Over the years I have discovered a few of what I like to call "cat baffles."
- Lay row cover over newly planted seed beds (this also deters insects). Or use chicken wire or cheap lightweight plastic fencing (about 3-4 feet high or wide) sold at big box garden centers. Secure with rocks or garden staples. When the sprouts are big enough to defend themselves, remove the row cover or fencing. Usually by then, the soil around the plants is firm enough to be less of a temptation to cats.
- Use inexpensive folding wire edging - the kind about a foot high - placing it over the row of seedlings or newly planted seeds in a tight zigzag pattern. This also offers some support to the plants as they grow.
- Put up a temporary chicken wire or plastic fence about 3 or 4 feet high around just-seeded patches. I've found most cats won't bother trying to jump even a flimsy barrier.
- Use plastic milk jugs with the bottoms cut off to cover transplants. Remove when the plants are well established. You can also use plastic or wax paper cups.
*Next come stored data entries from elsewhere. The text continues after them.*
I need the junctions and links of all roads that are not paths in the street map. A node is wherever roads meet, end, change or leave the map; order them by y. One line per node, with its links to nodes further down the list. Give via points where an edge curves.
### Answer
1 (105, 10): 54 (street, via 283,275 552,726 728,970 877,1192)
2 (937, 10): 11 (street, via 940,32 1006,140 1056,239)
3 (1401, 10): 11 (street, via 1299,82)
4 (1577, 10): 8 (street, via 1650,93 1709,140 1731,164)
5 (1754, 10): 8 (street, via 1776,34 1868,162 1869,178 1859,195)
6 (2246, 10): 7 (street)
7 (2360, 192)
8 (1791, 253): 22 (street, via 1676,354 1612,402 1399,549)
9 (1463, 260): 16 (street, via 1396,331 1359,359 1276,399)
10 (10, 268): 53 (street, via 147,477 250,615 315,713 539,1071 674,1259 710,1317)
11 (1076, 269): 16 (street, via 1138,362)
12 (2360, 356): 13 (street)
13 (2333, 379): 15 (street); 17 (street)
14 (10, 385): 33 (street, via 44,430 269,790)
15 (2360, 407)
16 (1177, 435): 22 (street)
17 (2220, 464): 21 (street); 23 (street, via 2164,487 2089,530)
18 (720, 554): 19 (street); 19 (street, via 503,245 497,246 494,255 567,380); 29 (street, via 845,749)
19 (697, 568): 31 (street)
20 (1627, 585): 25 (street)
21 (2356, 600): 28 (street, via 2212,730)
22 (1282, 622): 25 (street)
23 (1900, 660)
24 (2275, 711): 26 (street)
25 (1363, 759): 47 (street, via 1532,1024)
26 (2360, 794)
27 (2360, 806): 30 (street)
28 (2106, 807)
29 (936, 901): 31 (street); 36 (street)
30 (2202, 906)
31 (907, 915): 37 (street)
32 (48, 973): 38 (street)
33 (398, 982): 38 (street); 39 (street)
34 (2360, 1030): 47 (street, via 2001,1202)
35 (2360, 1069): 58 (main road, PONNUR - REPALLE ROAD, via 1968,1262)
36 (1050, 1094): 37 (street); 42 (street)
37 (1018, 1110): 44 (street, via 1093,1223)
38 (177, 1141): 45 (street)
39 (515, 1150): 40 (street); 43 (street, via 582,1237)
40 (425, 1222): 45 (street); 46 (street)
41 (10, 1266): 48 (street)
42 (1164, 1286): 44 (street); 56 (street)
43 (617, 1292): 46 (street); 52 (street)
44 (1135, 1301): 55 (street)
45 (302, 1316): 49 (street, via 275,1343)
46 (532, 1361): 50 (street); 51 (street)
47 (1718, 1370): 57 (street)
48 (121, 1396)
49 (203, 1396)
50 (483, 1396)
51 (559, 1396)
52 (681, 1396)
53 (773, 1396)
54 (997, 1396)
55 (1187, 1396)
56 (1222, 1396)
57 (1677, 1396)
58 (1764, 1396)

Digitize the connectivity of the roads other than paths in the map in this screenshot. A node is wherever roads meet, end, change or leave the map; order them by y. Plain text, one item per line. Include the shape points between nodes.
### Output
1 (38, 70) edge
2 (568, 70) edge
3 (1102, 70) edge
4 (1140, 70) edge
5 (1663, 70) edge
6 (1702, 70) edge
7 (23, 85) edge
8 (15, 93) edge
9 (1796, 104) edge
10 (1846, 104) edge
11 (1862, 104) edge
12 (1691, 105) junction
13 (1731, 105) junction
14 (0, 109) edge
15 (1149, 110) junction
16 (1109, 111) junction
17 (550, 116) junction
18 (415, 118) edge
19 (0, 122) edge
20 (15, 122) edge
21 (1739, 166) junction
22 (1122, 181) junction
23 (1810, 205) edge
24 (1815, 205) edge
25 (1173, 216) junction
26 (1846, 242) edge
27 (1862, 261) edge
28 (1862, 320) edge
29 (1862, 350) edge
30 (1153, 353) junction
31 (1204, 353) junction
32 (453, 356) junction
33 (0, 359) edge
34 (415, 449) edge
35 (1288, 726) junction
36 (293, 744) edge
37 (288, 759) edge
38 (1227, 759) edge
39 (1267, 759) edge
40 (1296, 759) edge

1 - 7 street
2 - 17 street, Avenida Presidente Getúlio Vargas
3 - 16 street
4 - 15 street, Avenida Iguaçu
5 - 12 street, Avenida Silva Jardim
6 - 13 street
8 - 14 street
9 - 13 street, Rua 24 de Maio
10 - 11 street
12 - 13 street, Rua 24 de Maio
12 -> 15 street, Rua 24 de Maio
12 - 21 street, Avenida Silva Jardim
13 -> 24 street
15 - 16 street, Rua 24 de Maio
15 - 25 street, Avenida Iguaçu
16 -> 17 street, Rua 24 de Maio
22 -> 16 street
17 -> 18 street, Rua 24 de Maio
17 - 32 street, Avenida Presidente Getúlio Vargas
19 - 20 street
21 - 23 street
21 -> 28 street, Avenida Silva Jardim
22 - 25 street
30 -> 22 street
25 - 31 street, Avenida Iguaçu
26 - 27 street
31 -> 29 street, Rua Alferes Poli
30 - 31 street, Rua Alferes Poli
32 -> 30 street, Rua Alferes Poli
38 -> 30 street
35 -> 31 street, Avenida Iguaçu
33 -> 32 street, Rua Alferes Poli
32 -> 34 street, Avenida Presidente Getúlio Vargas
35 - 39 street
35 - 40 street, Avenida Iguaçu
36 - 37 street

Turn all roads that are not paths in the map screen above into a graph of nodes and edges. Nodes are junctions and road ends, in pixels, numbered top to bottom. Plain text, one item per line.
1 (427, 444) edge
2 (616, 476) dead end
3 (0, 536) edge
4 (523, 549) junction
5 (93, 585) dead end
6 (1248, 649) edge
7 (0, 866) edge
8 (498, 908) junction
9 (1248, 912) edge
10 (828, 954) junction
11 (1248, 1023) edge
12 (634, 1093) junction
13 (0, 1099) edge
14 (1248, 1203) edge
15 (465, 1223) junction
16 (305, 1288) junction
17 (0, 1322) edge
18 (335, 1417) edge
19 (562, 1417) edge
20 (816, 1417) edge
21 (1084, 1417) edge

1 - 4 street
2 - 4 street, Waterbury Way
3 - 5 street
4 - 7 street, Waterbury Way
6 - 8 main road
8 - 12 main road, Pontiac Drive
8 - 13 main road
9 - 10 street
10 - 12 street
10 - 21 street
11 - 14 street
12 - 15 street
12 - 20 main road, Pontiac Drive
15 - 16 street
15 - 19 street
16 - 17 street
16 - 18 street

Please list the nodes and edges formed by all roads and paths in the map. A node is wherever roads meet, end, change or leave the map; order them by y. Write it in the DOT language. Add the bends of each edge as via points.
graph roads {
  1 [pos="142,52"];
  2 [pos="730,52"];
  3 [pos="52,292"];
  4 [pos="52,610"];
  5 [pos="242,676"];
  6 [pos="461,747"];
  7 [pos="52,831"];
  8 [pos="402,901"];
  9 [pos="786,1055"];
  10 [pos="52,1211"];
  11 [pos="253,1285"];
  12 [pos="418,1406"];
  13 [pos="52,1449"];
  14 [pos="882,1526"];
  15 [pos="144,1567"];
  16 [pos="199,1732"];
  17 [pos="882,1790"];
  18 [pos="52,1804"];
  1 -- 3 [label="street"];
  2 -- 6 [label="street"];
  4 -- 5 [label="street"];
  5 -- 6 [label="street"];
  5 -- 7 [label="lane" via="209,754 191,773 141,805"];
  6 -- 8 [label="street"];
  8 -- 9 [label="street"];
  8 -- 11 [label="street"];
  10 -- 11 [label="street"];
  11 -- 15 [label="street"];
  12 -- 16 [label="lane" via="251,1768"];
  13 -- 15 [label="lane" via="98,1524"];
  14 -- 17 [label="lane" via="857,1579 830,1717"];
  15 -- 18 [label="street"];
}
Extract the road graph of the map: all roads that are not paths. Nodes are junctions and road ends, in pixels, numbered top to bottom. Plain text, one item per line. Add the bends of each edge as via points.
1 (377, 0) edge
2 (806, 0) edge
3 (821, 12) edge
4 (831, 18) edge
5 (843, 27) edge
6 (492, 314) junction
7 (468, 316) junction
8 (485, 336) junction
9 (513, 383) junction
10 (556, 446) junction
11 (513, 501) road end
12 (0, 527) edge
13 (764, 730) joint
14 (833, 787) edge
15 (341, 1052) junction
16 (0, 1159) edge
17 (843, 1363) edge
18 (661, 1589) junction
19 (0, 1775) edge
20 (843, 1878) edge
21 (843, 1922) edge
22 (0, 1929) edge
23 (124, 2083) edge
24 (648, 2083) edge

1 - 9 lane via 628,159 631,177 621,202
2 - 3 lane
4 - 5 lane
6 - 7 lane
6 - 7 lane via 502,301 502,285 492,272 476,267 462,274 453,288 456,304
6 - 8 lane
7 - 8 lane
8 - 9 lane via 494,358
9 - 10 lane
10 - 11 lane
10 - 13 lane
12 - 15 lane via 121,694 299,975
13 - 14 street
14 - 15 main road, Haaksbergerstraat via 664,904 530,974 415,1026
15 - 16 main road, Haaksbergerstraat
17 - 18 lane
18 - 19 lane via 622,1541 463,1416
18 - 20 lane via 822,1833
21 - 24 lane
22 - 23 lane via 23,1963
Mound enough soil around the base of the cover to prevent it from blowing away. These also protect the plants from hot sun and wind.
- If these inexpensive solutions don't work for you, many garden supply catalogs sell motion-activated "scarecrow" devices that hook up to a hose and spray a strong jet of water at invading critters. They're a bit pricey, but you can move them around the yard and train cats (and dogs, deer and other animals) to stay away.
- Finally, if your yard is big enough, look for an out-of-the-way place that doesn't get regular water where you can loosen the soil and just leave it to the cats. And remember, firm well-mulched ground is not that attractive to them.